With the caveat that I have not been as consistent with my strength training this past year, I have tried everything--so much PT, so many therapies--physical and mental, so much meditation, so much CBD and Advil cream. I do have some weight to drop--that would benefit my joints. I do need to be consistent with my strength training--this would also benefit my joints. There are still some levers to pull, but I also have not been sitting back hoping for change. Maybe most importantly, I have kept the faith, and I have continued to show up through all of it. But pain is a worthy adversary, and a tiring one. I would like to be tired from my workouts, but I am mostly tired from pain. I am tired from seeing a set of stairs and gearing myself up for the ascent or descent. I am tired from the painful step up onto the treadmill, and from the long warm up to get to a point where the push of the workout somewhat overrides the pain in my body. I am tired from the research about pain and the podcasts about pain and the strategies about how to approach it, bully it, cajole it, ignore it, even love it. I don't care anymore if it's trying to tell me something about my life. I don't like the delivery method, and I need a break. Which is where I landed yesterday. In a surrender of exhaustion from fighting this for so long, I stopped the treadmill and decided not to run in pain any longer.

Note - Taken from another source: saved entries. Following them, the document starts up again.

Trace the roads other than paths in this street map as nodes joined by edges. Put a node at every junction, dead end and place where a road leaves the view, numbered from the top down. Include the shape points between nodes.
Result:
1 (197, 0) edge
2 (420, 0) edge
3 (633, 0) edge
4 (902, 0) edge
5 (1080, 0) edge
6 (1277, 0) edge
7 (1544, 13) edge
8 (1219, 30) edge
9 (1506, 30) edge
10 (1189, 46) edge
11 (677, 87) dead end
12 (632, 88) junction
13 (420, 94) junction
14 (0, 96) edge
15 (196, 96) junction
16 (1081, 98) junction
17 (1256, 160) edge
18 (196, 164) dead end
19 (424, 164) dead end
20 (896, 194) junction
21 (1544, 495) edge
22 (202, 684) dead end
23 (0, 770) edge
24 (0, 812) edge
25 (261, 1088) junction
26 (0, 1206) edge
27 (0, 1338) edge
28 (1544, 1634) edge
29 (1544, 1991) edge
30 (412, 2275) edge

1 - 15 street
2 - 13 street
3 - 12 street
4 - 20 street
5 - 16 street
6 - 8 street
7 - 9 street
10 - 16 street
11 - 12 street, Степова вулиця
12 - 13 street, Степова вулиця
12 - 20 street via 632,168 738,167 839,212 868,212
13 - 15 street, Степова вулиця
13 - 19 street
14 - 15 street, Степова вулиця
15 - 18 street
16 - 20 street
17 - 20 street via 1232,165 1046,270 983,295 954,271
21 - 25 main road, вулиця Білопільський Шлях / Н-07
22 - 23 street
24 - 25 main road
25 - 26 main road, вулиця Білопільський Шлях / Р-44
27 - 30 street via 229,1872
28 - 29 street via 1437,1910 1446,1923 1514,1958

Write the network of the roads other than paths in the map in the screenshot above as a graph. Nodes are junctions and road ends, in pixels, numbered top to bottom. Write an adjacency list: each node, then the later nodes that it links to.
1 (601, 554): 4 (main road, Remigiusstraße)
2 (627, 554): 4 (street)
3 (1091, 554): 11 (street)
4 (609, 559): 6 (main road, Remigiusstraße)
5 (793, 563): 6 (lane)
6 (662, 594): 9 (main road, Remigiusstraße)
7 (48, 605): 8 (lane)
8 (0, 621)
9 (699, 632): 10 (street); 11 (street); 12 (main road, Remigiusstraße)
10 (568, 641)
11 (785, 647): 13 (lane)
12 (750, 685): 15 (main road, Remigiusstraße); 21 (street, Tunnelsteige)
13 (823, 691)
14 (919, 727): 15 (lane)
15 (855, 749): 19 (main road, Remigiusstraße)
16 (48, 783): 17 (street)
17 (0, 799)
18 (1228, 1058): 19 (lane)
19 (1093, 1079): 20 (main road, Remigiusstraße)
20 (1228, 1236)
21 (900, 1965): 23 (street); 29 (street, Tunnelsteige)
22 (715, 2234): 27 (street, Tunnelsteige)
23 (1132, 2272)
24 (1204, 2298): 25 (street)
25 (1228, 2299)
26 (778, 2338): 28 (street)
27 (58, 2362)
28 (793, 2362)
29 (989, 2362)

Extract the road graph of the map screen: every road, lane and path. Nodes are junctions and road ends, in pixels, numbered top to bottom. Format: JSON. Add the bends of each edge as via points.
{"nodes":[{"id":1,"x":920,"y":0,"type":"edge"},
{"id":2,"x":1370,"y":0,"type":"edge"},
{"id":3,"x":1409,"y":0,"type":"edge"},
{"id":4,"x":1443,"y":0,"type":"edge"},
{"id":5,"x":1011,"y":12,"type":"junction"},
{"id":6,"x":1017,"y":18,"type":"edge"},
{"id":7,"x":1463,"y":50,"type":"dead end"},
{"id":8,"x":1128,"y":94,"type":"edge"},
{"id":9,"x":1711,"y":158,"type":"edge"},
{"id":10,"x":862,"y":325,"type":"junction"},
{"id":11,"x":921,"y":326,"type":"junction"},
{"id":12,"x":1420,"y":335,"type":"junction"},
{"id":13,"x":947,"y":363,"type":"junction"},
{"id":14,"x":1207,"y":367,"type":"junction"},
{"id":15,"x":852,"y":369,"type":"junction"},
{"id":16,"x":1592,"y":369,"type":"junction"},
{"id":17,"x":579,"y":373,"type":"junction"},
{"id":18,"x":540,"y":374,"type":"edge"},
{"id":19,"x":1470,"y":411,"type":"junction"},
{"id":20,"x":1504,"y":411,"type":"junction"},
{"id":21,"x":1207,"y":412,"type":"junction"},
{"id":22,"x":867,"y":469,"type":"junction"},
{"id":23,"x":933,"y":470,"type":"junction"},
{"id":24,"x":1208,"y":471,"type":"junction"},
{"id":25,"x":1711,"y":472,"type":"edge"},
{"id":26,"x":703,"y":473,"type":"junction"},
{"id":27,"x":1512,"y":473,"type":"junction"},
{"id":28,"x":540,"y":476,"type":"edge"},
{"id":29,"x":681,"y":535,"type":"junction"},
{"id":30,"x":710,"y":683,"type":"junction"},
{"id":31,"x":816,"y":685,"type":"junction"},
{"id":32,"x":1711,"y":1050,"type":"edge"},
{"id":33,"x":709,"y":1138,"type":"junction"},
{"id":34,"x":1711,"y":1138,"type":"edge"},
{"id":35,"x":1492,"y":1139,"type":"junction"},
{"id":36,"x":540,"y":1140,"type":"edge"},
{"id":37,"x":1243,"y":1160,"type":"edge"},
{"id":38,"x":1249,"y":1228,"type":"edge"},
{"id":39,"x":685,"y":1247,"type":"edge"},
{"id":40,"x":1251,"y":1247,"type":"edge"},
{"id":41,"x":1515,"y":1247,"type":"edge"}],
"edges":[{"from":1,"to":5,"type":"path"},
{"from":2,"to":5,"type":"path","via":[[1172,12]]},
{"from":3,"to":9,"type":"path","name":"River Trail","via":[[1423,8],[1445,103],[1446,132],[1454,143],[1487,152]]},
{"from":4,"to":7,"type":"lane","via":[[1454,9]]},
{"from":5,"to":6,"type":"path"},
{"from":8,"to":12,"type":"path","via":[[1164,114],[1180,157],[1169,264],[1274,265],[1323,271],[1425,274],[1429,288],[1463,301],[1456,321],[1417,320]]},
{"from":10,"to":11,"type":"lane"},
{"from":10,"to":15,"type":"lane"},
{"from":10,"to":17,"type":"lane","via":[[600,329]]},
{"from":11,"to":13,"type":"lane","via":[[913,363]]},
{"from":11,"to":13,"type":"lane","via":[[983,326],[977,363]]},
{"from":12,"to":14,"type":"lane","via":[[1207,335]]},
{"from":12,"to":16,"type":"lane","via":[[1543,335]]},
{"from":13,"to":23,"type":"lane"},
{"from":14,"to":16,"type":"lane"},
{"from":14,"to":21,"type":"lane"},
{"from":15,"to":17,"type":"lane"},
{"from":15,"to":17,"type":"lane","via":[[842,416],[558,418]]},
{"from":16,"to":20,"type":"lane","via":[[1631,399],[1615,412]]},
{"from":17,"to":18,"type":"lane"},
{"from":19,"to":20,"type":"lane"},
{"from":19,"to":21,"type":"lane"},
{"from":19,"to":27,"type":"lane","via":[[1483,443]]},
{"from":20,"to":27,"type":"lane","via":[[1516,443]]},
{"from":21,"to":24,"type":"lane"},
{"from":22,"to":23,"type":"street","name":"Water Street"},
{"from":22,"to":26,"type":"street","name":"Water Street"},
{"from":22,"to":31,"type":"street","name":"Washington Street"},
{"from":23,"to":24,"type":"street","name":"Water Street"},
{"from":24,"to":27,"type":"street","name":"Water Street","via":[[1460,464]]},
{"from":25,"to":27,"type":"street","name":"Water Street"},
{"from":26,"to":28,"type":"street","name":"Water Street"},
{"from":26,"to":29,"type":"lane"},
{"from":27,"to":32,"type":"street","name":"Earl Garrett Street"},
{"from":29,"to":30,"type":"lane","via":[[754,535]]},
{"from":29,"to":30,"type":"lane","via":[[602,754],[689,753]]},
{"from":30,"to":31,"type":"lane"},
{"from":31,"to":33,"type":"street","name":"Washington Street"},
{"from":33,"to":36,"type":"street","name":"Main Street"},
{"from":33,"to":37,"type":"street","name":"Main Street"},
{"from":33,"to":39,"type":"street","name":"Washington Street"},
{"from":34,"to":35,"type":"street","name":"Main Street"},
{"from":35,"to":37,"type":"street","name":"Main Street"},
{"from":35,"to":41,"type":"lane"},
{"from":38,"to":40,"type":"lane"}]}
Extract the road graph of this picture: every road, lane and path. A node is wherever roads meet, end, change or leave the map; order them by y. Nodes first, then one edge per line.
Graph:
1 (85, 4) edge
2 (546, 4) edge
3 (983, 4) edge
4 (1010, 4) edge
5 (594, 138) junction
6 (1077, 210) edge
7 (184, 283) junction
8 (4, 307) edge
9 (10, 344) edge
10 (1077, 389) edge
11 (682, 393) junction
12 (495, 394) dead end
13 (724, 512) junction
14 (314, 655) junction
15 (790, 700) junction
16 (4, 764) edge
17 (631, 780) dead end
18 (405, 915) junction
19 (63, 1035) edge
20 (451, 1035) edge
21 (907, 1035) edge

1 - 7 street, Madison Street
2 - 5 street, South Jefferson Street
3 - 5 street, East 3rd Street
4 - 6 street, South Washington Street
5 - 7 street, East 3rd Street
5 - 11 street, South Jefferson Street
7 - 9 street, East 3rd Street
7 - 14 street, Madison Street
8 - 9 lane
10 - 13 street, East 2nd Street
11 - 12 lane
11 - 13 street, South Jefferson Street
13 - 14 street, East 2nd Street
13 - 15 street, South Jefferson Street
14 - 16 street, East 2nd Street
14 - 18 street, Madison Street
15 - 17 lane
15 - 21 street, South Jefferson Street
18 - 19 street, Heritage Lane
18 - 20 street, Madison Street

This is exactly what I have been stubbornly determined to not do: no matter what, I was not going to stop running. I know I want to run. I'm just afraid it's going to look like I've given up. I will turn sixty next year, and I'm still determined to run my biggest ultra yet--one hundred miles. It's a big ask from where I am right now. Audacious. Out of reach. And maybe just what I need. And I know you have to run a lot to get ready to run a lot. But I have been resisting what my body has been telling me: Please stop running, just for a minute. If you want to run, you have to stop running.

So, I stopped the treadmill and gingerly stepped down. I did some stretching and PT, exercises my body was asking for. I felt relieved, but also sad and worried. What will my coach say? I got in my truck and pulled out of the gym parking lot. What if I'm totally wrong about this? I drove to the end of the block and stopped at the stop sign. The church across the street had changed its marquee:

They alone can truly feast, those who had first fasted.

Okay, I have my confirmation. If I have matured as an athlete at all over the last ten years, and I think I have, then I know that sometimes you have to stop running to keep running. I know I am runner, a statement I could not own at the beginning of this adventure, even though I was, well, running, training, and racing. There's no need to panic; it's not the end of the road. Although this current era feels long, it's just a hiccup. I love running and I am runner. I am a runner when I'm sleeping, even though I'm not running. I'm a runner when I'm working, even though I'm not running. And I'm a runner when I have to pivot for minute. There's other work to do until my body says, okay, give it a go, but right now, it's time to fast.

But god am I looking forward to the feast.